In 2010, I moved to Colorado and left the Hansons-Brooks group. A friend of mine, race director Creigh Kelly, asked me if I’d like to come back and run the half-marathon at Colfax. I accepted the invite and in 2012 broke the course record in the half (I lost that record last year)! I came back in 2013, ‘14, and ‘15 to race again. Some years in better race form than others.

I was asked by Creigh in 2014 to be an athlete adviser to the Board of Directors for Colfax and in the next meeting became a full board member. It’s been excellent representing the athletes and giving a different perspective than the cities, the sponsors, and the race CEO in meetings, but hearing each different person’s take as well. It’s really grown my respect for everything that goes on before a race ever takes place. We’ve also had some near-misses with the race almost NOT going off some years due to issues in the planning and partnerships, all taking place without the runners ever knowing how close we ever got to having to pull a plug on the events.

This year I had planned to run the Illinois Marathon on April 30th and I did, finishing 4th. All the board members were also declaring what events to run in a board meeting that I missed that day. I got the call from the CEO asking me what I wanted to run and I—perhaps too ambitiously—responded that I’d just run the full marathon since I’d won each other event but never won a marathon.

“How cool would it be to win a marathon on the 10th anniversary of my first post-college race?” I thought. Especially since I haven’t yet committed to the sport for another Olympic cycle yet. I’m planning to race more on the trails now and the last bit of unfinished business I had was winning a marathon on the roads. This would be a special way to do that. Board member, run in year one as my first race after college, brings the career full circle, the whole deal!

I started the race with the lead relay team only to drop them at 6 miles. I was all alone from there, winding through Sloan’s Lake, the firehouse, the creek path, and back up through downtown. At one point, I had an 8 minute lead on second place and I was approaching the course record! Could I do it?

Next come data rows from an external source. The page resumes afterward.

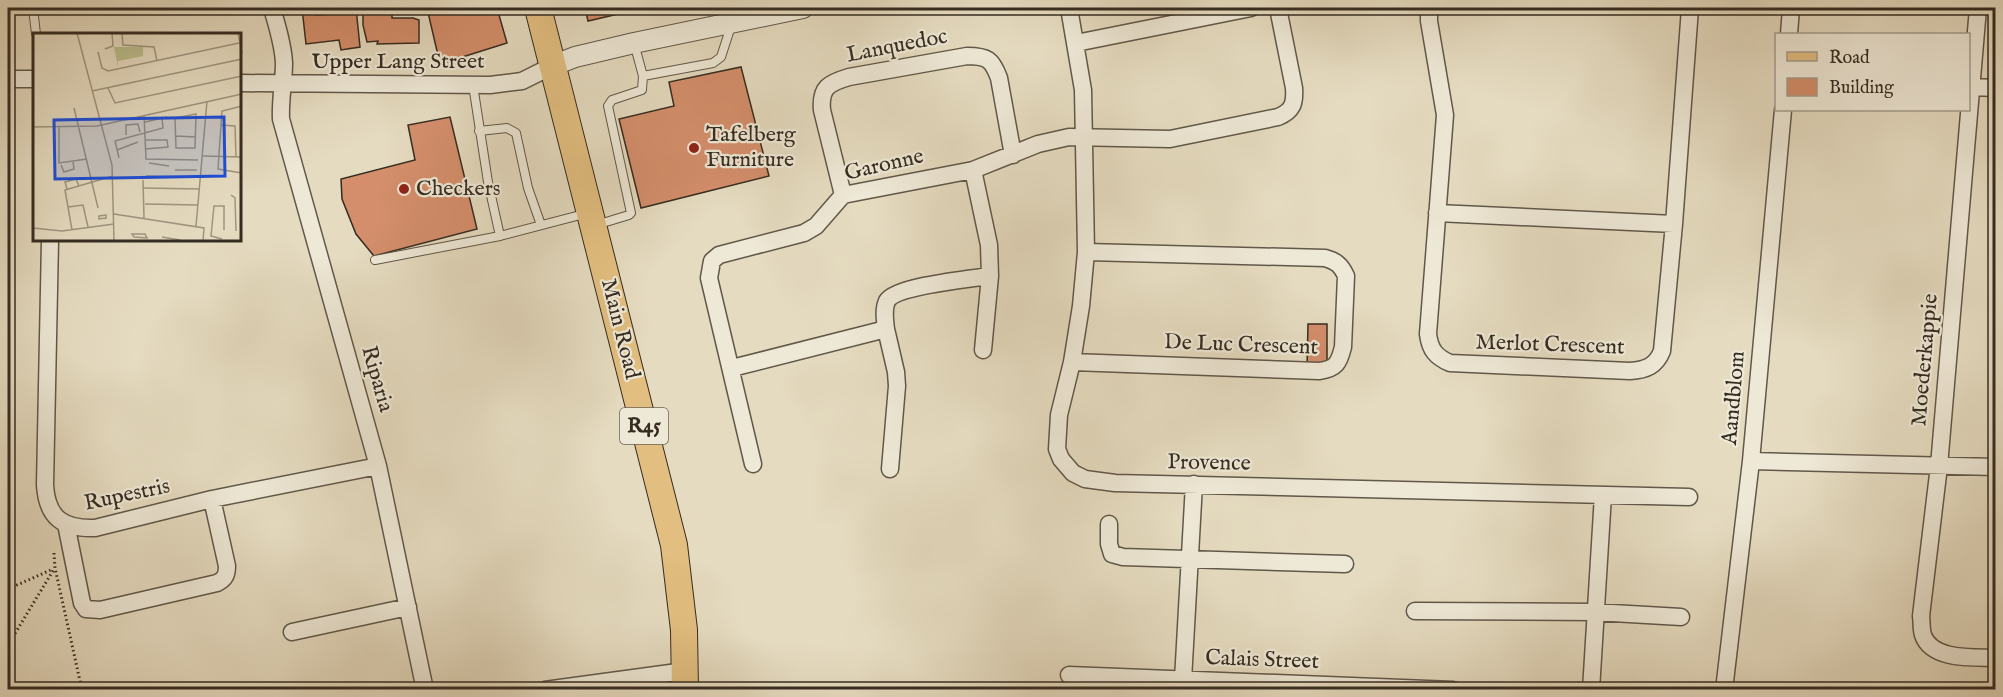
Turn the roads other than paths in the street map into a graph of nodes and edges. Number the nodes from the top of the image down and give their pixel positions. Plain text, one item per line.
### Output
1 (33, 8) edge
2 (272, 8) edge
3 (538, 8) edge
4 (803, 8) edge
5 (1069, 8) edge
6 (1251, 8) edge
7 (1278, 8) edge
8 (1432, 8) edge
9 (1690, 8) edge
10 (1791, 8) edge
11 (1978, 8) edge
12 (732, 22) junction
13 (36, 33) edge
14 (1789, 33) edge
15 (634, 43) junction
16 (1076, 43) junction
17 (552, 66) junction
18 (643, 76) junction
19 (8, 79) edge
20 (33, 79) edge
21 (242, 83) edge
22 (282, 84) junction
23 (473, 85) junction
24 (1971, 87) junction
25 (1995, 88) edge
26 (1970, 99) edge
27 (1783, 111) edge
28 (1969, 111) edge
29 (479, 131) junction
30 (1085, 137) junction
31 (1013, 155) junction
32 (973, 170) junction
33 (843, 195) junction
34 (1437, 213) junction
35 (592, 219) junction
36 (541, 225) junction
37 (1674, 225) junction
38 (500, 236) junction
39 (50, 242) edge
40 (1086, 252) junction
41 (375, 260) dead end
42 (990, 276) junction
43 (886, 329) junction
44 (983, 350) dead end
45 (1072, 362) junction
46 (732, 368) junction
47 (1751, 461) junction
48 (753, 464) dead end
49 (1939, 465) junction
50 (378, 466) junction
51 (1995, 466) edge
52 (890, 469) dead end
53 (1194, 484) junction
54 (1603, 495) junction
55 (1689, 497) dead end
56 (212, 499) junction
57 (66, 524) junction
58 (1109, 524) dead end
59 (1190, 558) junction
60 (1345, 564) dead end
61 (408, 607) junction
62 (1415, 611) dead end
63 (1595, 612) junction
64 (1681, 616) dead end
65 (292, 632) dead end
66 (1995, 658) edge
67 (1070, 675) dead end
68 (685, 680) edge
69 (1183, 680) junction
70 (425, 690) edge
71 (546, 690) edge
72 (1453, 690) edge
73 (1591, 690) edge
74 (1724, 690) edge

1 - 13 lane
2 - 22 street, Riparia
3 - 17 main road, Main Road / R45
4 - 12 street
5 - 16 street
6 - 16 street
7 - 30 street, Garonne
8 - 34 street, Merlot Crescent
9 - 37 street, Merlot Crescent
10 - 14 street
11 - 24 street, Moederkappie
12 - 15 street
12 - 18 lane
15 - 17 street
15 - 18 lane
16 - 30 street
17 - 23 street, Upper Lang Street
17 - 35 main road, Main Road / R45
18 - 35 lane
19 - 20 street
21 - 22 street, Upper Lang Street
22 - 23 street, Upper Lang Street
22 - 50 street, Riparia
23 - 29 lane
24 - 25 street
24 - 26 street, Moederkappie
27 - 47 street, Aandblom
28 - 49 street, Moederkappie
29 - 36 lane
29 - 38 lane
30 - 31 street, Garonne
30 - 40 street, Provence
31 - 32 street, Garonne
31 - 33 street, Lanquedoc
32 - 33 street, Garonne
32 - 42 street
33 - 46 street, Garonne
34 - 37 street
34 - 37 street, Merlot Crescent
35 - 36 lane
35 - 68 main road, Main Road / R45
36 - 38 lane
38 - 41 lane
39 - 57 street, Rupestris
40 - 45 street, Provence
40 - 45 street, De Luc Crescent
42 - 43 street
42 - 44 street
43 - 46 street
43 - 52 street
45 - 53 street, Provence
46 - 48 street, Garonne
47 - 49 street
47 - 74 street, Aandblom
49 - 51 street
49 - 66 street, Moederkappie
50 - 56 street, Rupestris
50 - 61 street, Riparia
53 - 54 street, Provence
53 - 59 street
54 - 55 street, Provence
54 - 63 street
56 - 57 street, Rupestris
56 - 57 street
58 - 59 street
59 - 60 street
59 - 69 street
61 - 65 street
61 - 70 street, Riparia
62 - 63 street
63 - 64 street
63 - 73 street
67 - 69 street, Calais Street
68 - 71 street
69 - 72 street, Calais Street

At 23 miles I ran out of calories. The luxury and curse of elite racing is that I’ve been conditioned to having my own fluid bottles on the course. Today I had only the general fluids and I wasn’t getting NEARLY enough to sustain that pace. I stopped at 23.5 to dry heave and get rid of a foot cramp. That only started a deeper cramp in my hamstrings. I stopped again at 24. My lead was dwindling as I was walking up the hill. I ran when I could and at 25, was at a pedestrian stroll at fastest and losing steam from there. At 26, the lead relay caught me only I didn’t KNOW it was the lead relay. “Did I really just lose a marathon that I’ve led for 26 miles in the last 385 yards?” This is crippling!

As I turned the last bend in Denver’s beautiful City Park, I saw the CEO and Board President holding the finish banner. The guy that passed me WAS a relay runner. I DID IT! I finally, in what may be my last road race I ever run, WON a marathon.

This journey has been excellent through the sport over the last 10 years. Graduating from North Central College, running that first Colfax relay, I planned and expected to survive in the sport for 1-2 years...tops! I’ve now made it 10 and counting, run in 3 Olympic Trials, represented the USA in the Pan-American Games, finished top-10 in USA Championships ranging from 8km-marathon, and met some of my best friends.

Only time will tell now if I come back to the roads to race again, but for now I’ll see you on the trails and mountains. I need to have fun with the process again and I’m not finding that enjoyment on the roads today. Thank you, thank you, thank you to EVERYONE who has helped me, trained with me, tolerated me along the way. A special thanks to Creigh Kelly for having a vision for our special race, inviting me to run it, and taking me under your wing in more ways than I can count. What Colfax has become from what it began is a testament to the exceptional quality of your work around the world, around the country, and in your own back yard.